## Source data
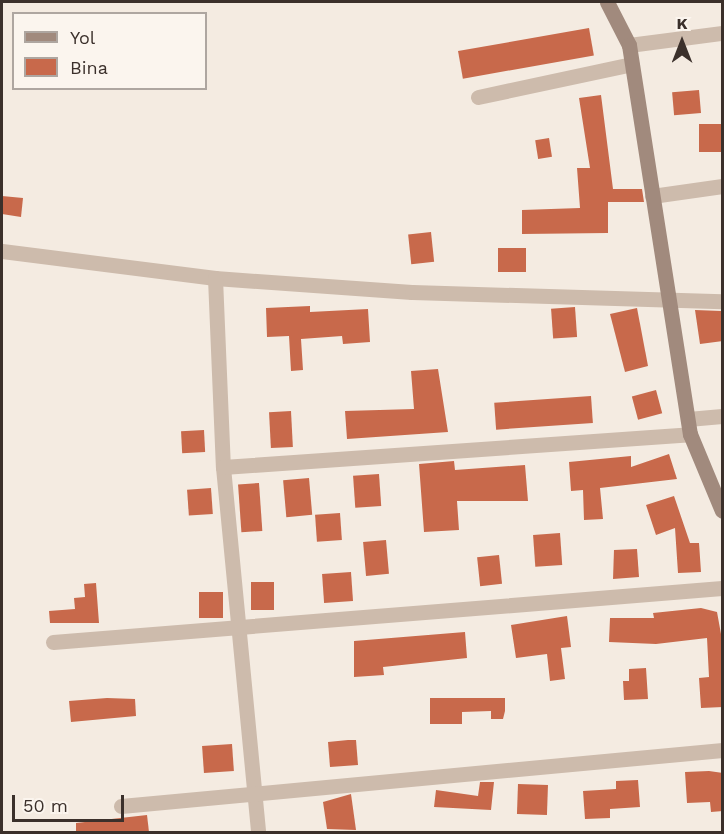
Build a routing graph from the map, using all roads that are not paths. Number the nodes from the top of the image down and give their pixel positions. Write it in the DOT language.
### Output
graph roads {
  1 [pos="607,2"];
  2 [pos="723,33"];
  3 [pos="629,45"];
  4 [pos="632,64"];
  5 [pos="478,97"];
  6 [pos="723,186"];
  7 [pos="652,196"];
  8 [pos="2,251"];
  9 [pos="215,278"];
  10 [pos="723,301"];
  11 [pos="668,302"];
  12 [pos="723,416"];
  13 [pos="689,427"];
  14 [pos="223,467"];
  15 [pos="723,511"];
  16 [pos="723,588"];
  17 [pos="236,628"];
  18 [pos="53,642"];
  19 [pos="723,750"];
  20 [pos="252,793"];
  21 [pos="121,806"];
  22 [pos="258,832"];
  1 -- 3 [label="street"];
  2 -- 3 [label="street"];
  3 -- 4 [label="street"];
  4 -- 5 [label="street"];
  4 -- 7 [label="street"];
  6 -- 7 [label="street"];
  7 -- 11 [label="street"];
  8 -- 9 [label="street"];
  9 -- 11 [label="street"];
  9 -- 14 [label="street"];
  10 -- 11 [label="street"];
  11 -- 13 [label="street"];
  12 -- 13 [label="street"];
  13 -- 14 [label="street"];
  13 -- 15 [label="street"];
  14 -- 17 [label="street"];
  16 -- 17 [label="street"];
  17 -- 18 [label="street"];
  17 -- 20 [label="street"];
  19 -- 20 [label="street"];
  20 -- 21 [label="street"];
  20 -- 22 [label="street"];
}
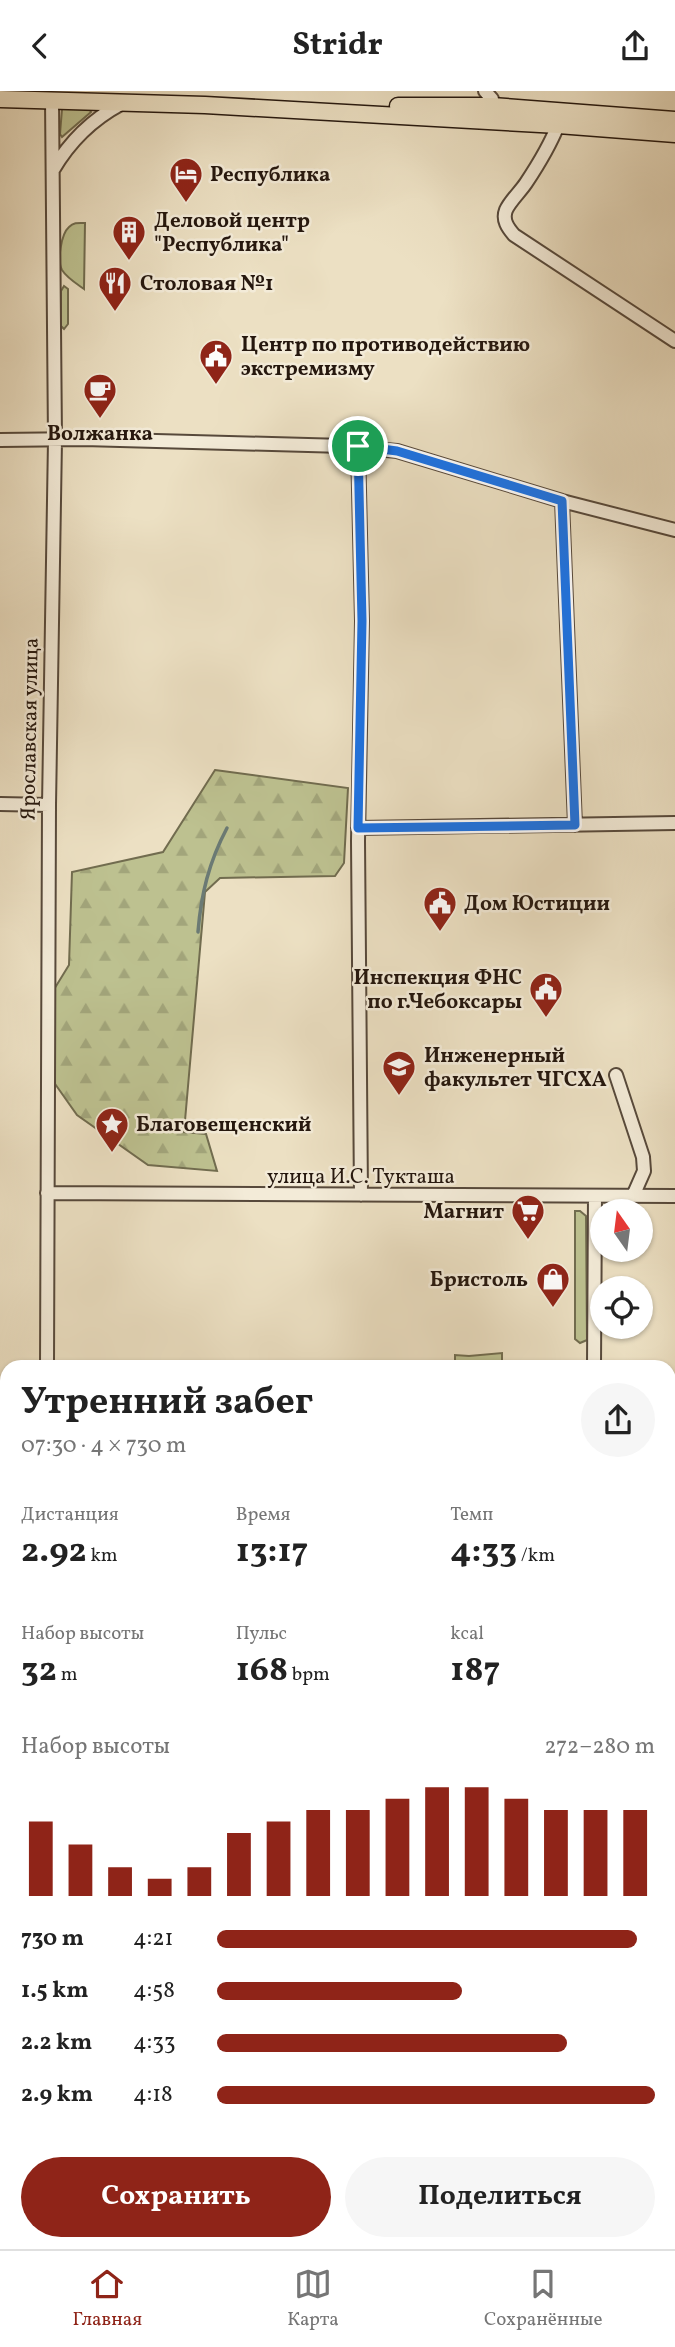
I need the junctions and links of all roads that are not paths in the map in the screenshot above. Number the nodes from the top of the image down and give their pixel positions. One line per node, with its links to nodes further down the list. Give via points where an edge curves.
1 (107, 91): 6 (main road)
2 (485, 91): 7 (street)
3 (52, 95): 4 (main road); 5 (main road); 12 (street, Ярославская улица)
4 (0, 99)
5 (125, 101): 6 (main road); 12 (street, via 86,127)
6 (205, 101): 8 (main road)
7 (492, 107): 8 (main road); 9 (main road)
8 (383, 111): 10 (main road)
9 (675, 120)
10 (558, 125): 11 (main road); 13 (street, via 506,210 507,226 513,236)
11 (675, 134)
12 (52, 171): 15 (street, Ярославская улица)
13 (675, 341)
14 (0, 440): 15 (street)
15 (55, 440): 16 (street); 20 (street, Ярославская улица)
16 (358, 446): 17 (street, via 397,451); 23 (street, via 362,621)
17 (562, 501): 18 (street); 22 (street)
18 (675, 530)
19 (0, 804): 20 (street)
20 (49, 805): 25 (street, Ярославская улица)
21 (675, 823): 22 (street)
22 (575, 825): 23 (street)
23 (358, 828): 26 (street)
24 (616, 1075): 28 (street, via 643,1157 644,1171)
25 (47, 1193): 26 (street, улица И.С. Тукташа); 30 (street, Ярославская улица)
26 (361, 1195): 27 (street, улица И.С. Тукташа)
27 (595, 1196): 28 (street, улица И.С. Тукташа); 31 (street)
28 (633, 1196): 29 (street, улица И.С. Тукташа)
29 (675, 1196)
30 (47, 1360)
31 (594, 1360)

## The task
Set down the records in full and exactly. Do not carry over any image.

## Your response
Build a routing graph from the map, using all roads that are not paths. Number the nodes from the top of the image down and give their pixel positions. Write it in the DOT language.
### Output
graph roads {
  1 [pos="607,2"];
  2 [pos="723,33"];
  3 [pos="629,45"];
  4 [pos="632,64"];
  5 [pos="478,97"];
  6 [pos="723,186"];
  7 [pos="652,196"];
  8 [pos="2,251"];
  9 [pos="215,278"];
  10 [pos="723,301"];
  11 [pos="668,302"];
  12 [pos="723,416"];
  13 [pos="689,427"];
  14 [pos="223,467"];
  15 [pos="723,511"];
  16 [pos="723,588"];
  17 [pos="236,628"];
  18 [pos="53,642"];
  19 [pos="723,750"];
  20 [pos="252,793"];
  21 [pos="121,806"];
  22 [pos="258,832"];
  1 -- 3 [label="street"];
  2 -- 3 [label="street"];
  3 -- 4 [label="street"];
  4 -- 5 [label="street"];
  4 -- 7 [label="street"];
  6 -- 7 [label="street"];
  7 -- 11 [label="street"];
  8 -- 9 [label="street"];
  9 -- 11 [label="street"];
  9 -- 14 [label="street"];
  10 -- 11 [label="street"];
  11 -- 13 [label="street"];
  12 -- 13 [label="street"];
  13 -- 14 [label="street"];
  13 -- 15 [label="street"];
  14 -- 17 [label="street"];
  16 -- 17 [label="street"];
  17 -- 18 [label="street"];
  17 -- 20 [label="street"];
  19 -- 20 [label="street"];
  20 -- 21 [label="street"];
  20 -- 22 [label="street"];
}
I need the junctions and links of all roads that are not paths in the map in the screenshot above. Number the nodes from the top of the image down and give their pixel positions. One line per node, with its links to nodes further down the list. Give via points where an edge curves.
1 (107, 91): 6 (main road)
2 (485, 91): 7 (street)
3 (52, 95): 4 (main road); 5 (main road); 12 (street, Ярославская улица)
4 (0, 99)
5 (125, 101): 6 (main road); 12 (street, via 86,127)
6 (205, 101): 8 (main road)
7 (492, 107): 8 (main road); 9 (main road)
8 (383, 111): 10 (main road)
9 (675, 120)
10 (558, 125): 11 (main road); 13 (street, via 506,210 507,226 513,236)
11 (675, 134)
12 (52, 171): 15 (street, Ярославская улица)
13 (675, 341)
14 (0, 440): 15 (street)
15 (55, 440): 16 (street); 20 (street, Ярославская улица)
16 (358, 446): 17 (street, via 397,451); 23 (street, via 362,621)
17 (562, 501): 18 (street); 22 (street)
18 (675, 530)
19 (0, 804): 20 (street)
20 (49, 805): 25 (street, Ярославская улица)
21 (675, 823): 22 (street)
22 (575, 825): 23 (street)
23 (358, 828): 26 (street)
24 (616, 1075): 28 (street, via 643,1157 644,1171)
25 (47, 1193): 26 (street, улица И.С. Тукташа); 30 (street, Ярославская улица)
26 (361, 1195): 27 (street, улица И.С. Тукташа)
27 (595, 1196): 28 (street, улица И.С. Тукташа); 31 (street)
28 (633, 1196): 29 (street, улица И.С. Тукташа)
29 (675, 1196)
30 (47, 1360)
31 (594, 1360)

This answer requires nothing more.